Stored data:
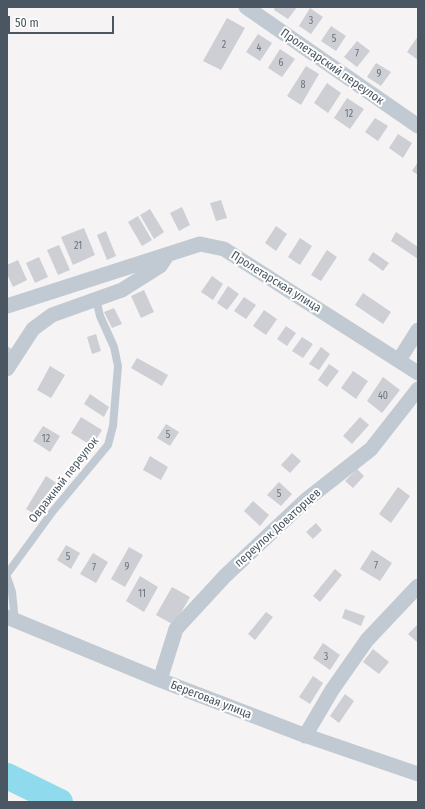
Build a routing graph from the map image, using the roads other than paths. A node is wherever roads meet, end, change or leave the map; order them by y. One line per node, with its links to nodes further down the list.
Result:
1 (246, 7): 2 (street, Пролетарский переулок)
2 (418, 126)
3 (169, 254): 4 (street); 5 (street, Пролетарская улица); 7 (street, Пролетарская улица)
4 (96, 299): 8 (street); 11 (lane, Овражный переулок)
5 (7, 306)
6 (418, 330): 7 (street)
7 (399, 360): 9 (street, Пролетарская улица)
8 (7, 369)
9 (418, 373)
10 (418, 389): 14 (street, переулок Доваторцев)
11 (7, 575): 13 (lane)
12 (418, 586): 15 (street)
13 (9, 618): 14 (street, Береговая улица)
14 (160, 680): 15 (street, Береговая улица)
15 (305, 736): 16 (street, Береговая улица)
16 (418, 774)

WHAT THE TASK REQUIRES: Your task is to return every entry exactly as it was written, with the pictures removed.

TASK OUTPUT:
Build a routing graph from the map image, using the roads other than paths. A node is wherever roads meet, end, change or leave the map; order them by y. One line per node, with its links to nodes further down the list.
Result:
1 (246, 7): 2 (street, Пролетарский переулок)
2 (418, 126)
3 (169, 254): 4 (street); 5 (street, Пролетарская улица); 7 (street, Пролетарская улица)
4 (96, 299): 8 (street); 11 (lane, Овражный переулок)
5 (7, 306)
6 (418, 330): 7 (street)
7 (399, 360): 9 (street, Пролетарская улица)
8 (7, 369)
9 (418, 373)
10 (418, 389): 14 (street, переулок Доваторцев)
11 (7, 575): 13 (lane)
12 (418, 586): 15 (street)
13 (9, 618): 14 (street, Береговая улица)
14 (160, 680): 15 (street, Береговая улица)
15 (305, 736): 16 (street, Береговая улица)
16 (418, 774)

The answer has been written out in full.